__Task statement__: Every line containing "graph" should be copied out. Go through the entries and find them.

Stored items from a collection

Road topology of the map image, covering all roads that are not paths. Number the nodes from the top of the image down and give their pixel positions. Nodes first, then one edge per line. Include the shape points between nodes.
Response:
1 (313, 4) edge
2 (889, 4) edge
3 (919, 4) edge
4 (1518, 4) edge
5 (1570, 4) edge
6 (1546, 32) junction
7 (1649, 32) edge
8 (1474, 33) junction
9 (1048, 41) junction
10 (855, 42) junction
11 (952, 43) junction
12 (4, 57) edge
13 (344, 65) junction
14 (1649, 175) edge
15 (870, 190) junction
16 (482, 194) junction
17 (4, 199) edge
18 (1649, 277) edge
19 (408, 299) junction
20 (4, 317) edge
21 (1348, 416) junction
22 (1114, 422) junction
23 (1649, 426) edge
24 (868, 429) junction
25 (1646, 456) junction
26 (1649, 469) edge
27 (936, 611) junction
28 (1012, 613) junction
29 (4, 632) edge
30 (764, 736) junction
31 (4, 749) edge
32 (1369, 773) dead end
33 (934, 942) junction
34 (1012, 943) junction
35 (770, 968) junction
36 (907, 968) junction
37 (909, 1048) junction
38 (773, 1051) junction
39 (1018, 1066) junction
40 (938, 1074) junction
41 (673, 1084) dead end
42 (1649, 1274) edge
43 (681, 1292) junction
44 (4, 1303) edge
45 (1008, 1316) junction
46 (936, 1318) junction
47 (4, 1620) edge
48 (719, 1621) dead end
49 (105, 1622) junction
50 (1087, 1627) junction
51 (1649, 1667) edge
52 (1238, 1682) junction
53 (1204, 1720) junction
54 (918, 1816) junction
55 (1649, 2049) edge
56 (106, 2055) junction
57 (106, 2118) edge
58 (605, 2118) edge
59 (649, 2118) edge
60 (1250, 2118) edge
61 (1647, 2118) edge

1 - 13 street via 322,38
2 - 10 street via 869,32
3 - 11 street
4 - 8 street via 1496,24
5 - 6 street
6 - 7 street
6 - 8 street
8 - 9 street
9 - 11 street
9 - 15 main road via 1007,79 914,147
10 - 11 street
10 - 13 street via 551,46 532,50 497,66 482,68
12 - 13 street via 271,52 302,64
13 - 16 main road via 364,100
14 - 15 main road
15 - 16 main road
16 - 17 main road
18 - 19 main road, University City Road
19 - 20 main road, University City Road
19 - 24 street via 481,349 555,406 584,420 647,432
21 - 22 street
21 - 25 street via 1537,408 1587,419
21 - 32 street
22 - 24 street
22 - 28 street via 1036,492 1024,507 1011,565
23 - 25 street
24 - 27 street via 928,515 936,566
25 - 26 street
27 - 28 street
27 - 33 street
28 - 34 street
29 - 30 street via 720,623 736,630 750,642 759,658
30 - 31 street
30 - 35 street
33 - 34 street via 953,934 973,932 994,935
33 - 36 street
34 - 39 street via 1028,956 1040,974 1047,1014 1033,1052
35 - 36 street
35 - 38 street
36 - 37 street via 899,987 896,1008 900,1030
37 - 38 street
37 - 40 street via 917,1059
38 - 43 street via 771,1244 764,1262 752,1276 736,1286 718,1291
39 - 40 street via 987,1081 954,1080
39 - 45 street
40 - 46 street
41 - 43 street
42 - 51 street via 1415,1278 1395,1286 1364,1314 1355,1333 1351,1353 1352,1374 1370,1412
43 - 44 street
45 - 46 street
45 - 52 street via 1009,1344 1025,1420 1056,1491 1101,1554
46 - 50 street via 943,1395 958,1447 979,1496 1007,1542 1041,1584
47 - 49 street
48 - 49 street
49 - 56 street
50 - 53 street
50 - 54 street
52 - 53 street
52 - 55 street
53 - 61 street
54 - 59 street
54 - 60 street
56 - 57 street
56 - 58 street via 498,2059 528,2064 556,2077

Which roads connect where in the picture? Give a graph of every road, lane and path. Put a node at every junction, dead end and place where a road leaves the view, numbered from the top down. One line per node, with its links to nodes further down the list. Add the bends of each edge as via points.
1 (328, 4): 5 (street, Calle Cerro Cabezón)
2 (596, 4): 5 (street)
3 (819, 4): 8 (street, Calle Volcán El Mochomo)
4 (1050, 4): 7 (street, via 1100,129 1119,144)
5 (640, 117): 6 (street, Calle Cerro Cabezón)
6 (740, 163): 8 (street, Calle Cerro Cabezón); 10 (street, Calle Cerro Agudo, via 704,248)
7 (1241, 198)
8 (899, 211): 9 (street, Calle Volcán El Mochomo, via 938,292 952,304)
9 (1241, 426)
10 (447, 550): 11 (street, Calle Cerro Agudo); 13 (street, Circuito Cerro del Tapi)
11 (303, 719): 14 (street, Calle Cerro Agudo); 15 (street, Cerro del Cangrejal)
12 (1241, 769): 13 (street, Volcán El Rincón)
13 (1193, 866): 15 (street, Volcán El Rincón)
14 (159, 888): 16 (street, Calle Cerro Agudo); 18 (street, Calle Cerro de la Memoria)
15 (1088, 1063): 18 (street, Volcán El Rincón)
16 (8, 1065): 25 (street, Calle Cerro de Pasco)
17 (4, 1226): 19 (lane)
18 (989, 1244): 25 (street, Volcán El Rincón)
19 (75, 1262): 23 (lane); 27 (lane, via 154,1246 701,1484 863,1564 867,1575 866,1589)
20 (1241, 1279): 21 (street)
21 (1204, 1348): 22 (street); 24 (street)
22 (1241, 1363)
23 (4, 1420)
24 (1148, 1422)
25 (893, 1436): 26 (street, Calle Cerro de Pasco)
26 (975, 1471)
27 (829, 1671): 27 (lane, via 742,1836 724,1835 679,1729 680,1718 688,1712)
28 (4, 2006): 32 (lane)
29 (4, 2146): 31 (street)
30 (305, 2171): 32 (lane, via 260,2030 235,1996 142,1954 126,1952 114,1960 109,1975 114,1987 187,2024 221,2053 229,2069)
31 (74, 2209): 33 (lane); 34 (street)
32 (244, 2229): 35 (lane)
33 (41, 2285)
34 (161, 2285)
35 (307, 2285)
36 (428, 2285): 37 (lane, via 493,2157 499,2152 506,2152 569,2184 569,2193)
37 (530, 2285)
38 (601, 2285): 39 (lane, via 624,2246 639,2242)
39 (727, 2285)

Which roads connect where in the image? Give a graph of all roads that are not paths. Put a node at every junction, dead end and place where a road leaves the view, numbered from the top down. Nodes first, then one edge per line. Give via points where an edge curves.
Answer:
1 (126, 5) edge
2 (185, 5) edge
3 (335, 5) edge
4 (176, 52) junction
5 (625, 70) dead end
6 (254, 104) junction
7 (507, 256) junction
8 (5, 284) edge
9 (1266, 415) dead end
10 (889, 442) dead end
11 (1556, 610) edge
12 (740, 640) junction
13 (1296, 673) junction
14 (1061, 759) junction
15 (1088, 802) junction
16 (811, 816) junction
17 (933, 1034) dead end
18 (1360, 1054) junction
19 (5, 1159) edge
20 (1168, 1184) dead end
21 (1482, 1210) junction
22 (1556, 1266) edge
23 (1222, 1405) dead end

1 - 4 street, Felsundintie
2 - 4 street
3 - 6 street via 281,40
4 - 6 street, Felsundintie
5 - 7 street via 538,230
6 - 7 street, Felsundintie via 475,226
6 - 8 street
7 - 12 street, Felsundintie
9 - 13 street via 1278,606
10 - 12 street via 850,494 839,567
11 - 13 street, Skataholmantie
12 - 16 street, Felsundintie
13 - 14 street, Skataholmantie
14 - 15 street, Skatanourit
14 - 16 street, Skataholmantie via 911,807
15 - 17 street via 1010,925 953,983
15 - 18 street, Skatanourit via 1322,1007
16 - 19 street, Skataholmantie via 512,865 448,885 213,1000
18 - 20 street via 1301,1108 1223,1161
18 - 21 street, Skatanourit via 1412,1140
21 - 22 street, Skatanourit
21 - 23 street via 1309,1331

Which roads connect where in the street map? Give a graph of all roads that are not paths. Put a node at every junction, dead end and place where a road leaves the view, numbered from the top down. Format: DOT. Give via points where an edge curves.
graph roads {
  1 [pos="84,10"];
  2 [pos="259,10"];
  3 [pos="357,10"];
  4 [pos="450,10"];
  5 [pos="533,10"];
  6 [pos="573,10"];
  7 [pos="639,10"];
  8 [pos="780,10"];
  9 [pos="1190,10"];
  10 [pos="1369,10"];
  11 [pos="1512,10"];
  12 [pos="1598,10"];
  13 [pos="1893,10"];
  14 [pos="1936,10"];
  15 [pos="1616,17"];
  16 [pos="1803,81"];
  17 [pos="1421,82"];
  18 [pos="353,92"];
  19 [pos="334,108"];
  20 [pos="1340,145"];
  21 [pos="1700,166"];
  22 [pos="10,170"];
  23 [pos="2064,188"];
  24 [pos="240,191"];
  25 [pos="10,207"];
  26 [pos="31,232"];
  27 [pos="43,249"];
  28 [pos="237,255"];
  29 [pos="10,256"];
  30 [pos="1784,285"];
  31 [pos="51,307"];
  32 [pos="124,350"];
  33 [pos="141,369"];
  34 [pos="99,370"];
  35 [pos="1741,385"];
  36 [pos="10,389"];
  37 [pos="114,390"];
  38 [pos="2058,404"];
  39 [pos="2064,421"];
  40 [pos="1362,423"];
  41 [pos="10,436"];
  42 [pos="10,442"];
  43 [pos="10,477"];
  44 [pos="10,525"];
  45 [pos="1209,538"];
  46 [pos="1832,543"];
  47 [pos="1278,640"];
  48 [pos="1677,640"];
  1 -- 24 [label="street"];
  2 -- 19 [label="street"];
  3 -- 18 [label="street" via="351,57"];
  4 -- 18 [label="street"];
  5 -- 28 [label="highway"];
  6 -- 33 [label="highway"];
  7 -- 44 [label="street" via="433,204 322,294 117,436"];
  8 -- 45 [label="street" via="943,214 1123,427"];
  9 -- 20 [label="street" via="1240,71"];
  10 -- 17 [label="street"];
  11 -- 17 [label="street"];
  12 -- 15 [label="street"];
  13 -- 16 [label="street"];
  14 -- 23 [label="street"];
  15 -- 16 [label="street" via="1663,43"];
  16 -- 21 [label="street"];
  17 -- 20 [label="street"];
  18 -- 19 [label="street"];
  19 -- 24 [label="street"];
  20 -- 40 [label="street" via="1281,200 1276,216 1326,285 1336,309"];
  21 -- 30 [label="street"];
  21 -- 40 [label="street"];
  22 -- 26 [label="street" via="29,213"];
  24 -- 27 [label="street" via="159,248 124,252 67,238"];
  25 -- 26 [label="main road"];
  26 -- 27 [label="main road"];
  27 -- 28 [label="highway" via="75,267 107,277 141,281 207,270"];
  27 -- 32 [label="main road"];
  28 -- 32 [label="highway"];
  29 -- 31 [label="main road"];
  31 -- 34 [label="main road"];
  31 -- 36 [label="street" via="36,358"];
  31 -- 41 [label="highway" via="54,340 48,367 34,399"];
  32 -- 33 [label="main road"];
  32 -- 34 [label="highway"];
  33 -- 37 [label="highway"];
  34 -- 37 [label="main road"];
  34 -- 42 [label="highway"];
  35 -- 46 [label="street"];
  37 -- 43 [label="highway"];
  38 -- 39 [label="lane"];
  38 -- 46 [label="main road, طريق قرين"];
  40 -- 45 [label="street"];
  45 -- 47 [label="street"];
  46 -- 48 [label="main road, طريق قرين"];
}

__Output for this task__:
Which roads connect where in the picture? Give a graph of every road, lane and path. Put a node at every junction, dead end and place where a road leaves the view, numbered from the top down. One line per node, with its links to nodes further down the list. Add the bends of each edge as via points.
Which roads connect where in the image? Give a graph of all roads that are not paths. Put a node at every junction, dead end and place where a road leaves the view, numbered from the top down. Nodes first, then one edge per line. Give via points where an edge curves.
Which roads connect where in the street map? Give a graph of all roads that are not paths. Put a node at every junction, dead end and place where a road leaves the view, numbered from the top down. Format: DOT. Give via points where an edge curves.
graph roads {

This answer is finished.